[Data for analysis]
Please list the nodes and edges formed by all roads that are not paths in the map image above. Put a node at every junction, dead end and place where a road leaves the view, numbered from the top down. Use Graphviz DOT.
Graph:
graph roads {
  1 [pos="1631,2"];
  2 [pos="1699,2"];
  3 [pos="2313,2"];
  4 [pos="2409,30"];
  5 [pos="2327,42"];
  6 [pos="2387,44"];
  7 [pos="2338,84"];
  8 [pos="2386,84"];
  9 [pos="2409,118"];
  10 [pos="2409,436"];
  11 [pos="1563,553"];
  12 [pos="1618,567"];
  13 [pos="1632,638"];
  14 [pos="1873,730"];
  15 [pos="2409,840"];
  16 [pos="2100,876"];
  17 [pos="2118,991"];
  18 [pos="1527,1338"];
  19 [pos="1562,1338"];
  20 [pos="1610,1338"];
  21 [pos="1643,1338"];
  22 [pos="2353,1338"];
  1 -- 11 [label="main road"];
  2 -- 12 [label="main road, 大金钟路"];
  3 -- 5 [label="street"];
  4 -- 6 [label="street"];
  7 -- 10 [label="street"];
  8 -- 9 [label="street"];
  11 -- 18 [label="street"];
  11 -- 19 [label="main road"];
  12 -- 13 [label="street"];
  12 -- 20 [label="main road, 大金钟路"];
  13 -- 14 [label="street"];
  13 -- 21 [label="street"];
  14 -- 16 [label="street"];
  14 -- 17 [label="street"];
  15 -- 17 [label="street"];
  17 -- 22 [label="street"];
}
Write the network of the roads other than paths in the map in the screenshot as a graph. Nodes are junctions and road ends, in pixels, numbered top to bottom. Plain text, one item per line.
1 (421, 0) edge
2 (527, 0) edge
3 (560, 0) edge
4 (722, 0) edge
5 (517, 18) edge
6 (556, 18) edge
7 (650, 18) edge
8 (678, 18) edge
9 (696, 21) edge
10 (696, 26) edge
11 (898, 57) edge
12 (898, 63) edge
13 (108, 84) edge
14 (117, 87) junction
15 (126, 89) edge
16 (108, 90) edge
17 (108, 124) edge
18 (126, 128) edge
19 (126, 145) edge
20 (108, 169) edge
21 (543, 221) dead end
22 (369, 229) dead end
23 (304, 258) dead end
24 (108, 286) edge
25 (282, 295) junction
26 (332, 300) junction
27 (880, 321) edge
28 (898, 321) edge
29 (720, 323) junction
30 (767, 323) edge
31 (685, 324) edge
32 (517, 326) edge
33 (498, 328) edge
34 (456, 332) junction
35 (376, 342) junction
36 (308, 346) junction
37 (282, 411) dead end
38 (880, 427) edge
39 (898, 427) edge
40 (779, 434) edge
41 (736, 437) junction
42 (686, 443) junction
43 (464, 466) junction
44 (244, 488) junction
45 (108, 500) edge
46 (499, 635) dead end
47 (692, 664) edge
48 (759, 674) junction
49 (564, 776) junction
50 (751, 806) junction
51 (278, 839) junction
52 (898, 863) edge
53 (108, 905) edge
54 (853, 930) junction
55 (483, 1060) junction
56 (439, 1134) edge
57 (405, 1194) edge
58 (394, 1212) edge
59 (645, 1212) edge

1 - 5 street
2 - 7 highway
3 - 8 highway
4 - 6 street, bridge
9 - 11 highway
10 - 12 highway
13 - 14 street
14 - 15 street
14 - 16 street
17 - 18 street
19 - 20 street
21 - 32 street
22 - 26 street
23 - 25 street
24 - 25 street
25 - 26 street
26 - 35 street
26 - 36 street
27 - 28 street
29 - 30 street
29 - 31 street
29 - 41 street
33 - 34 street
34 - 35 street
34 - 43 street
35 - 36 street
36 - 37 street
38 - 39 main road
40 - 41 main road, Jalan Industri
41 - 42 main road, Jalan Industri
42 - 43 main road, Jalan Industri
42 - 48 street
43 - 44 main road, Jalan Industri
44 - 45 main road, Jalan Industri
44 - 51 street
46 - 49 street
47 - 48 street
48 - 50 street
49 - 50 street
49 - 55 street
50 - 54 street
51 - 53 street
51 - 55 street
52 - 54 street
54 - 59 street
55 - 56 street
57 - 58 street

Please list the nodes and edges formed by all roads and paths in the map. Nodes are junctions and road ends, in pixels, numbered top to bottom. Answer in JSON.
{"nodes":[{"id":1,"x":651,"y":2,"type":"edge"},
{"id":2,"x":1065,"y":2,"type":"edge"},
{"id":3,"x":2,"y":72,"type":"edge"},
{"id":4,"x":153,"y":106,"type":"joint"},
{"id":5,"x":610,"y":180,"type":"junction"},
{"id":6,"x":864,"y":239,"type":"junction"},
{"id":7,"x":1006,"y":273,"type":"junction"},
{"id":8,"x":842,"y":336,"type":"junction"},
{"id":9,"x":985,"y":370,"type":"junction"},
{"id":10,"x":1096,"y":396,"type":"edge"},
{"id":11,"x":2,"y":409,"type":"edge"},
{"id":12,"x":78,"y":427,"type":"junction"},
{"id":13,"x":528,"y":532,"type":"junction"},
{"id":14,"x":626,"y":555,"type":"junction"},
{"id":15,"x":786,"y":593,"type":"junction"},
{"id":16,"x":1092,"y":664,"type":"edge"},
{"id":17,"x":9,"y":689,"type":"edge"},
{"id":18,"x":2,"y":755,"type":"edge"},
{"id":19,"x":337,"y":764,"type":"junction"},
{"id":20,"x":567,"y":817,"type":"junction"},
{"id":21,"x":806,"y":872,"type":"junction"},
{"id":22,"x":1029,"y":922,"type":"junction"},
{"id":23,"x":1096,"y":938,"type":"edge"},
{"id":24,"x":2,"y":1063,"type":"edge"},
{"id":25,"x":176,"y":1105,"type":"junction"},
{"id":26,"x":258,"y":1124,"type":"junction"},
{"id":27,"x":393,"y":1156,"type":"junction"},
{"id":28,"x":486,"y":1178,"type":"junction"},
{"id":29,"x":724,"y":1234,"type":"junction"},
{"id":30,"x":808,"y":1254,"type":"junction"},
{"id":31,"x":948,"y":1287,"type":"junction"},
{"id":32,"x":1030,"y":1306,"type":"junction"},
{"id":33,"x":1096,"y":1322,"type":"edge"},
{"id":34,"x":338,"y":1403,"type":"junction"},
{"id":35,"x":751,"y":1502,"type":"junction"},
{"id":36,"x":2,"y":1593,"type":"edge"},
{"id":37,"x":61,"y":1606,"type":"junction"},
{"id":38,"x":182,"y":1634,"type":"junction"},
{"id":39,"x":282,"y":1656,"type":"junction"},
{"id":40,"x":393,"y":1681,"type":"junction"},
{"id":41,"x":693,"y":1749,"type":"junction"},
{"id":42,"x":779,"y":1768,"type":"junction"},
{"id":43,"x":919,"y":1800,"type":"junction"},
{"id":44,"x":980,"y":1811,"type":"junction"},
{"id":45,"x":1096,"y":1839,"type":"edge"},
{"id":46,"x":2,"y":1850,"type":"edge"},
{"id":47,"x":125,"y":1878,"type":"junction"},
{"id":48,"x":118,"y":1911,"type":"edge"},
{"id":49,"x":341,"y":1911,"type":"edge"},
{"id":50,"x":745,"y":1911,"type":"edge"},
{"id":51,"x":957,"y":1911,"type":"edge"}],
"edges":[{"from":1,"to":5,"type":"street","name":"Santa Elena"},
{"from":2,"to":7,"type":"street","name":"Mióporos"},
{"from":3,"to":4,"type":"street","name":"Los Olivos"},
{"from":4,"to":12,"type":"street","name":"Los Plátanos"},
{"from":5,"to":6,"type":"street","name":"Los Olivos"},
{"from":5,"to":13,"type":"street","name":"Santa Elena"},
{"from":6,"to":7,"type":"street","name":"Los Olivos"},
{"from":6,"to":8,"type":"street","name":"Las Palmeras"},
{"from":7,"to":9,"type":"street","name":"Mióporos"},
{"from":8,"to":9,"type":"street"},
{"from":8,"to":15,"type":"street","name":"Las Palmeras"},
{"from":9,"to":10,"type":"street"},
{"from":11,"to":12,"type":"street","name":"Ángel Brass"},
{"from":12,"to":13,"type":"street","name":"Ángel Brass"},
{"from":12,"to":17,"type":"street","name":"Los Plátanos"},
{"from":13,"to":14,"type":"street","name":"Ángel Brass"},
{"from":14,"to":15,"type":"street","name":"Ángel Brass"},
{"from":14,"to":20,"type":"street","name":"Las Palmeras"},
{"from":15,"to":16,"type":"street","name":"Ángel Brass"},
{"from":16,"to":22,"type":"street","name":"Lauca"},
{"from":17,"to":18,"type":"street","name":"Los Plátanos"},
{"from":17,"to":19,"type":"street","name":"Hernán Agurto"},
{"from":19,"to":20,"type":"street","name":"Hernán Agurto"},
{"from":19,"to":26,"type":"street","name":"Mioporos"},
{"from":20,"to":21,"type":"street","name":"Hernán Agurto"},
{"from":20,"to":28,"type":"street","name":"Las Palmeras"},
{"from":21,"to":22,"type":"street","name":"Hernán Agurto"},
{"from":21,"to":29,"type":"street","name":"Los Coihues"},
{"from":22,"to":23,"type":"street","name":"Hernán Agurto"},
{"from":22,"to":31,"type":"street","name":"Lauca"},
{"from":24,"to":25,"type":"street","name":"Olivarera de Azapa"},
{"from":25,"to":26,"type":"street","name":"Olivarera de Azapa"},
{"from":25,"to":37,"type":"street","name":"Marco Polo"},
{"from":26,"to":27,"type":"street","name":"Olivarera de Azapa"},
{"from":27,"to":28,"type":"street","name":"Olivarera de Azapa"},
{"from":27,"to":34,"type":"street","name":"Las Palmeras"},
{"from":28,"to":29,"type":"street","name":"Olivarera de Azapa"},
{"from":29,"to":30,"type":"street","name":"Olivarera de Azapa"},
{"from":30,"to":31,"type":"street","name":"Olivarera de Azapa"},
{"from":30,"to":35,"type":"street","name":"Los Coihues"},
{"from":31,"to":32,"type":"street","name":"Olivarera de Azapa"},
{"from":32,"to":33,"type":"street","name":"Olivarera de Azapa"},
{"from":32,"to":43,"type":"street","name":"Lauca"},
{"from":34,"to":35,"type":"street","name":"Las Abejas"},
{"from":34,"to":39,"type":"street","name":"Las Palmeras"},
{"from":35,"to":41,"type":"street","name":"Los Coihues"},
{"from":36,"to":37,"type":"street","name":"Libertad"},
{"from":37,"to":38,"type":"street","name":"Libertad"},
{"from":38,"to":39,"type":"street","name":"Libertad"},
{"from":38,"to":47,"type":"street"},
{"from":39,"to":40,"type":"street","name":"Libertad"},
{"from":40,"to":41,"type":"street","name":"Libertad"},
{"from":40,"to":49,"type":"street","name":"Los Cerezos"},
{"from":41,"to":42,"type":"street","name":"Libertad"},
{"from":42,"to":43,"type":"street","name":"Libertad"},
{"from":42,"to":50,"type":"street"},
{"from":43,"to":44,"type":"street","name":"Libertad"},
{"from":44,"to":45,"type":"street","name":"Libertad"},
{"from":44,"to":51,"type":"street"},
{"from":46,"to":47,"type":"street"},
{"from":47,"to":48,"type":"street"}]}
[/Data for analysis]
▸ Exercise objective:
Return each line from the entries above that includes "edges".

▸ Exercise response:
Please list the nodes and edges formed by all roads that are not paths in the map image above. Put a node at every junction, dead end and place where a road leaves the view, numbered from the top down. Use Graphviz DOT.
Please list the nodes and edges formed by all roads and paths in the map. Nodes are junctions and road ends, in pixels, numbered top to bottom. Answer in JSON.
"edges":[{"from":1,"to":5,"type":"street","name":"Santa Elena"},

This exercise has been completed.